主人公はさえない普通の会社員。ある日、住んでいる町が「となり町」との戦争を開始したことを知る。だが、戦争が行われている実感はない。しばらくして、主人公は町から戦争について「偵察業務従事者」に任命され、となり町に潜入することになる。
大体そんな話でしょうか。第17回小説すばる新人賞受賞、この前の直木賞ノミネート作品です。
この本は結構話題になっているというか、紹介を読むことが多く興味を持ったので読んでみました。

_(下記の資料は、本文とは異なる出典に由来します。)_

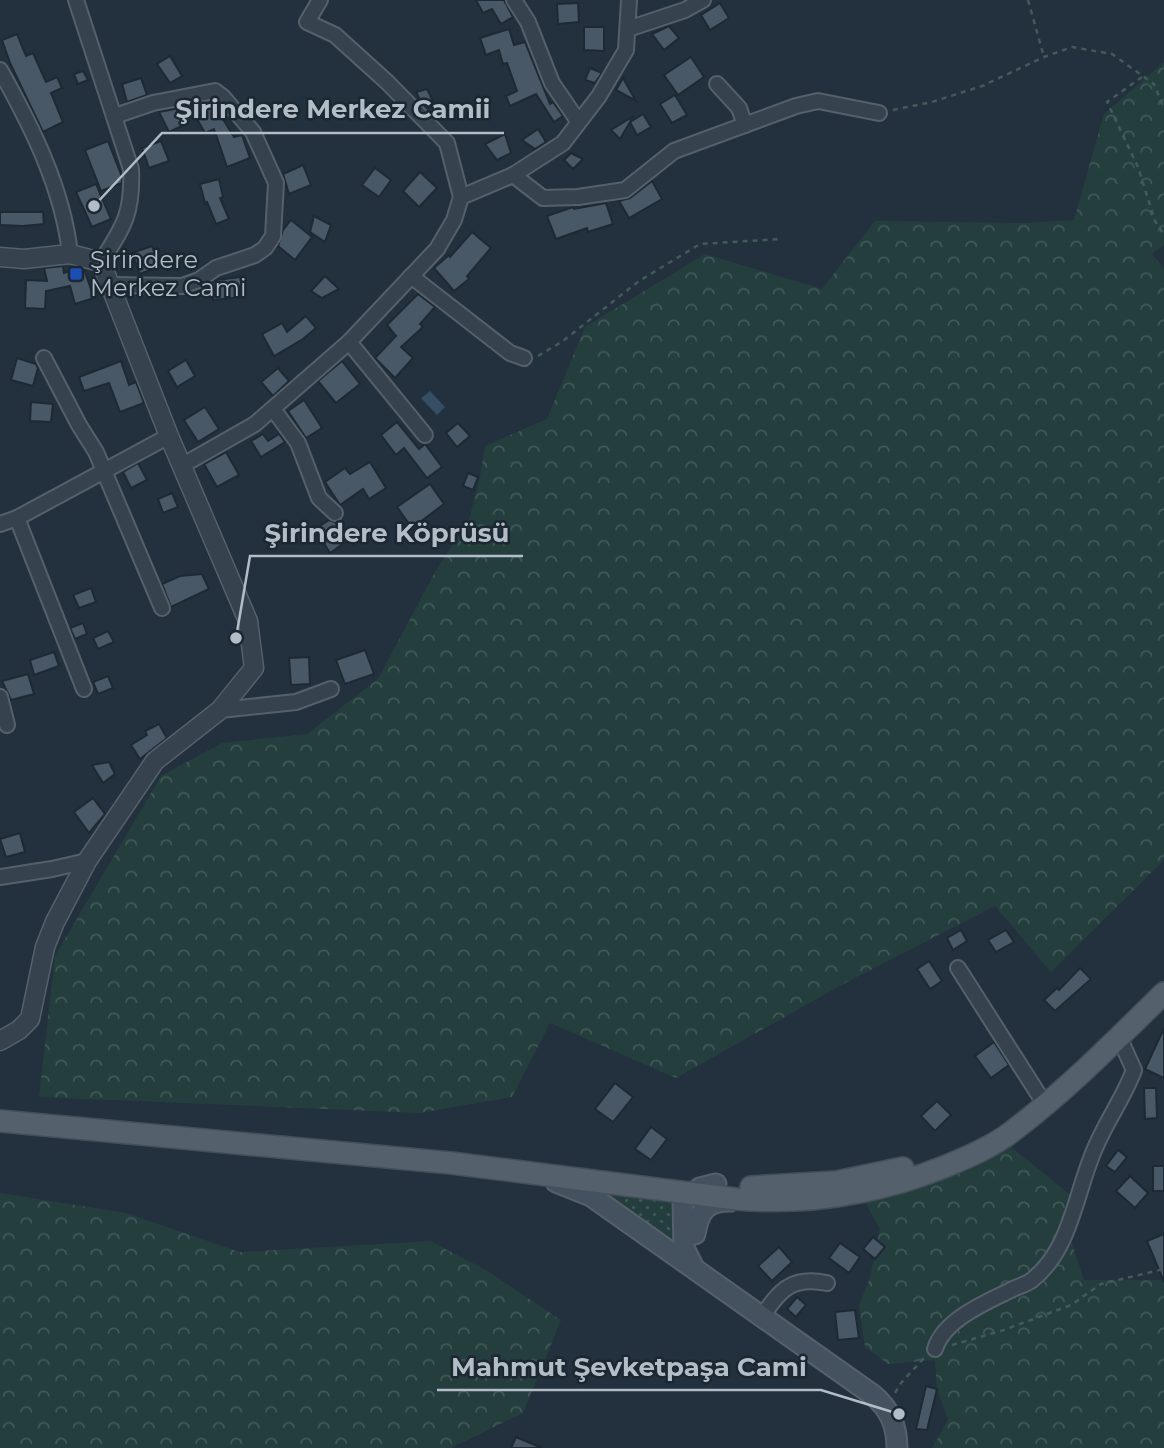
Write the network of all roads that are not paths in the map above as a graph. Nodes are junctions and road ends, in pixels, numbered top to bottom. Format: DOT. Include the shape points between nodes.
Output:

読んでみての感想は、「期待したほどではないかな」というものでした。アイデアは非常に面白いと思います。「となり町」と戦争する、だがその戦争にリアリティがまったくない、という話の設定は非常に面白いです。だから序盤は「どうなるんだこれは?」とかなり面白く読めました。
ただ、中盤がちょっと弱いと感じました。「戦争」をしていて、実際に戦死者もでているのに、主人公の日常はそれ以前とまったく変わらない。「どこが戦争なんだ? まったく日常が変わらないではないか」というリアリティのなさが延々と描写されていたのですが、それがちょっと「くどいかなー」という感じは受けました。
ただ、クライマックスのシーンはなかなか白熱して読めましたし、ラストも「ちょっと弱いかな」とは思ったものの、まあ読めなくはなかったです。
とりあえず、最後まで読み通すことはできました。そのくらいには面白かったです(つまらないと思った本は最後まで読めないですから)。ただ、やっぱりこの作品の一番の面白さは、住んでいる町が「となり町」と戦争をするという状況設定・基本的なアイデアにつきると思いました。それがずば抜けて面白い。だから紹介文を読んで興味を持ったわけなのですが、残念ながらそれ以上のすごさを本文からは感じられなかったかなという風に思いました。